The second part of the castle consists of many rough and sharp rocks. There is a well 6–7 m high; its top part is narrow and the bottom part is very wide. There was bones and bone dust till the near times in that well so it is named Bone Well. According to the assumptions it had been used as prison.

It is said that Gençağa Castle was built by Feudal Lord Gençağa who was very rich and had many soldiers. Surrounded by his enemies, Gençağa left the castle with seven mules loaded with gold and while he was escaping, he succeeded in saving his treasure by hiding away it underground when the mules became exhausted. According to these rumors treasure seekers are prospecting for gold.

=== Cin Grinder ===

According to research, the Cin Grinder was built by the Greeks but the date of construction is uncertain. It is on the 17 km of the way of İkizce-Devecik. It is also called Us Grinder. The Cin Grinder is on the River Diyek between Çaybaşı-İlküvez and İkizce-Devecik.
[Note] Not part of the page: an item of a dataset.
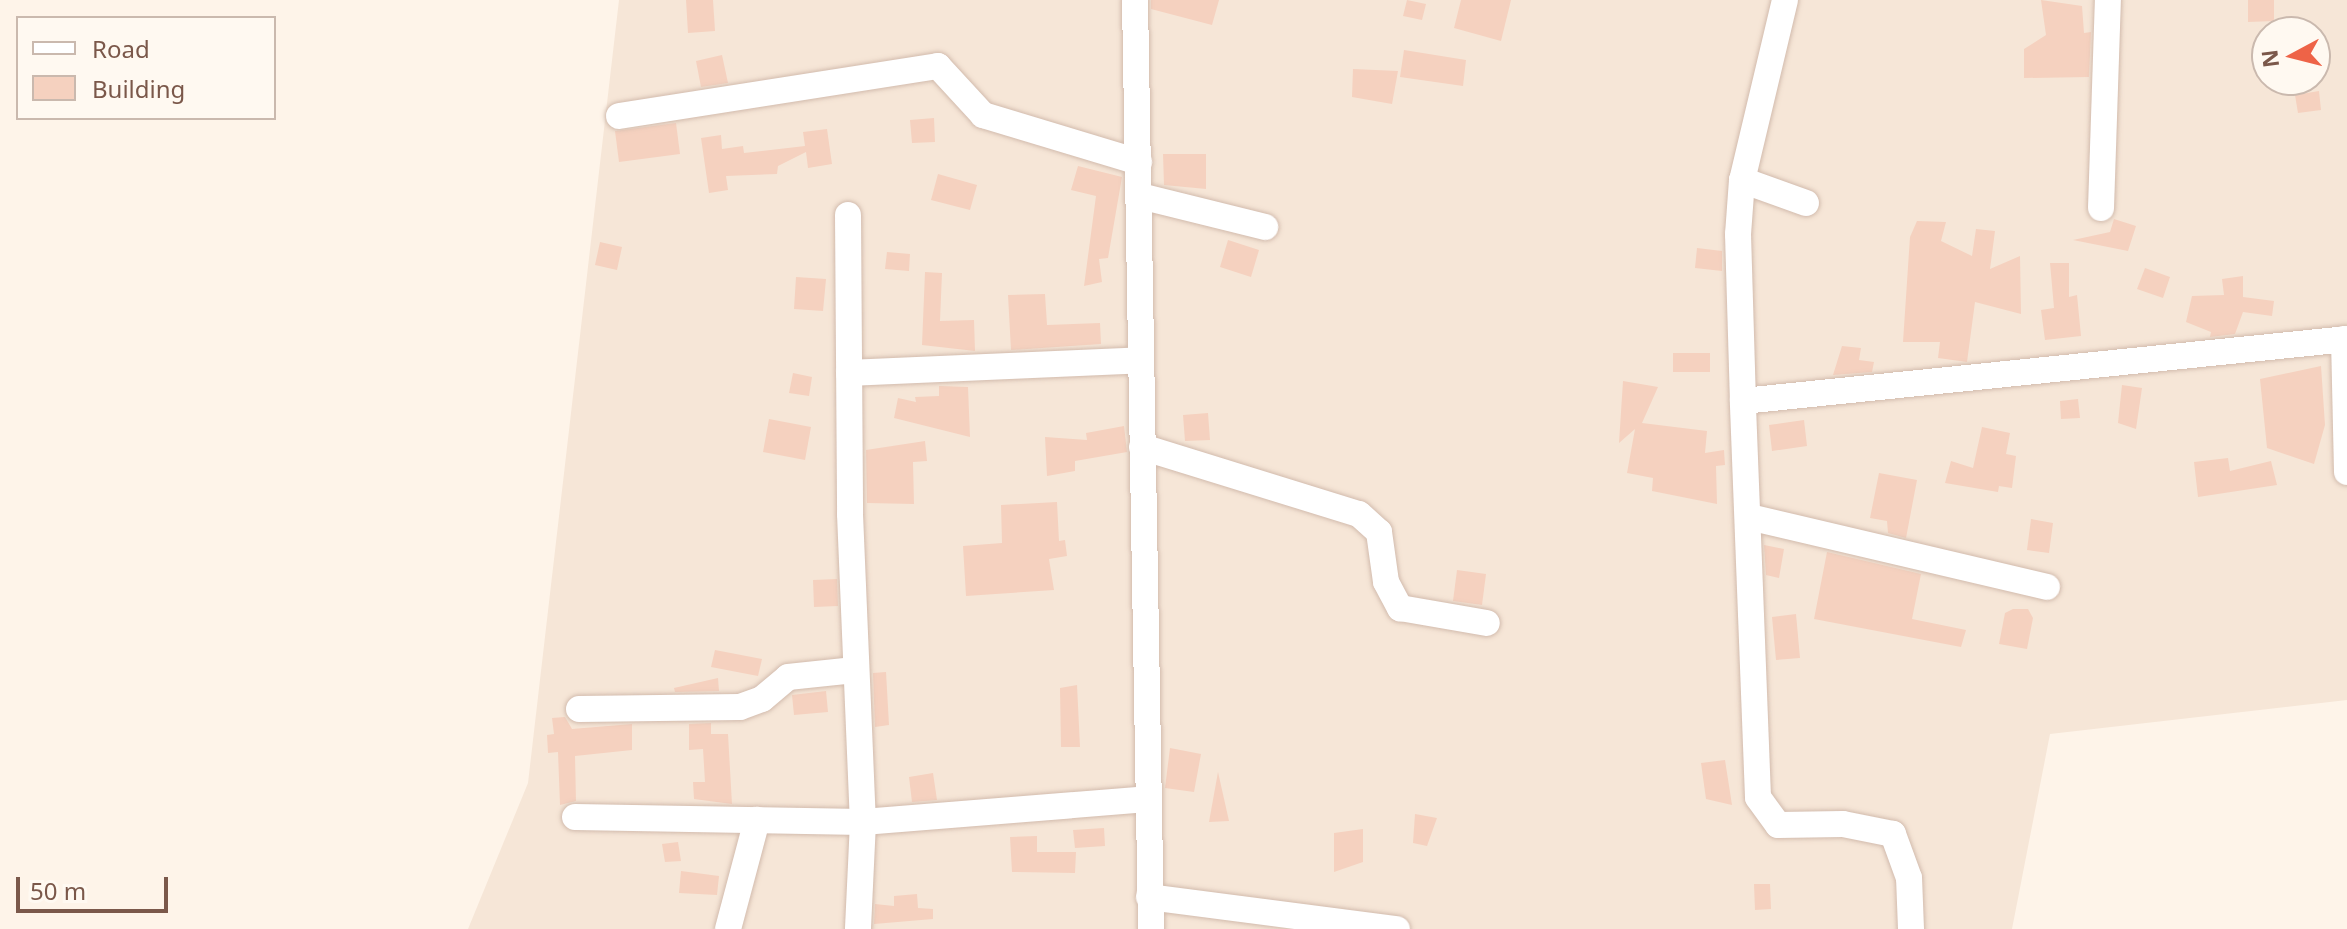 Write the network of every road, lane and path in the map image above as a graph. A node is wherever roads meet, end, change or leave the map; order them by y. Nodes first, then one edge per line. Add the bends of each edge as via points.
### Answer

The name comes from a legend. Residents believe that demons invaded the grinder. It is isolated from the village. At first the grinder was made of wood but as a result of flood in 1970 it was damaged and was rebuilt of concrete.

=== Education ===

The District Administration of Public Education was set up on 24 October 1991. There are a public education center, a directory of guest house of teachers, 2 high schools (Yoğunoluk Multi Programmed School), 7 primary schools and 14 united-class primary schools. There are 2813 primary school students, 243 high school students in the district. There is a YİBO (Yoğunoluk Boarding School). It has 96 male boarders. There is a rehabilitation center (Laleli Private Rehabilitation Center) with 115 students. There is a study center which has 180 students.

The students are transported from 39 primary schools and village to (Terme Evci Primary School, Terme Töngellibel Primary School, Terme Sakarlı Primary School, Terme Dumantepe Primary School. Totally there are 11 primary schools like this. Lunch is also given to 1106 students in İkizce, Kurtluca, Şenbolluk, Kaynartaş, Devecik, Selahattin Tiryaki and Yoğunoluk boarding school.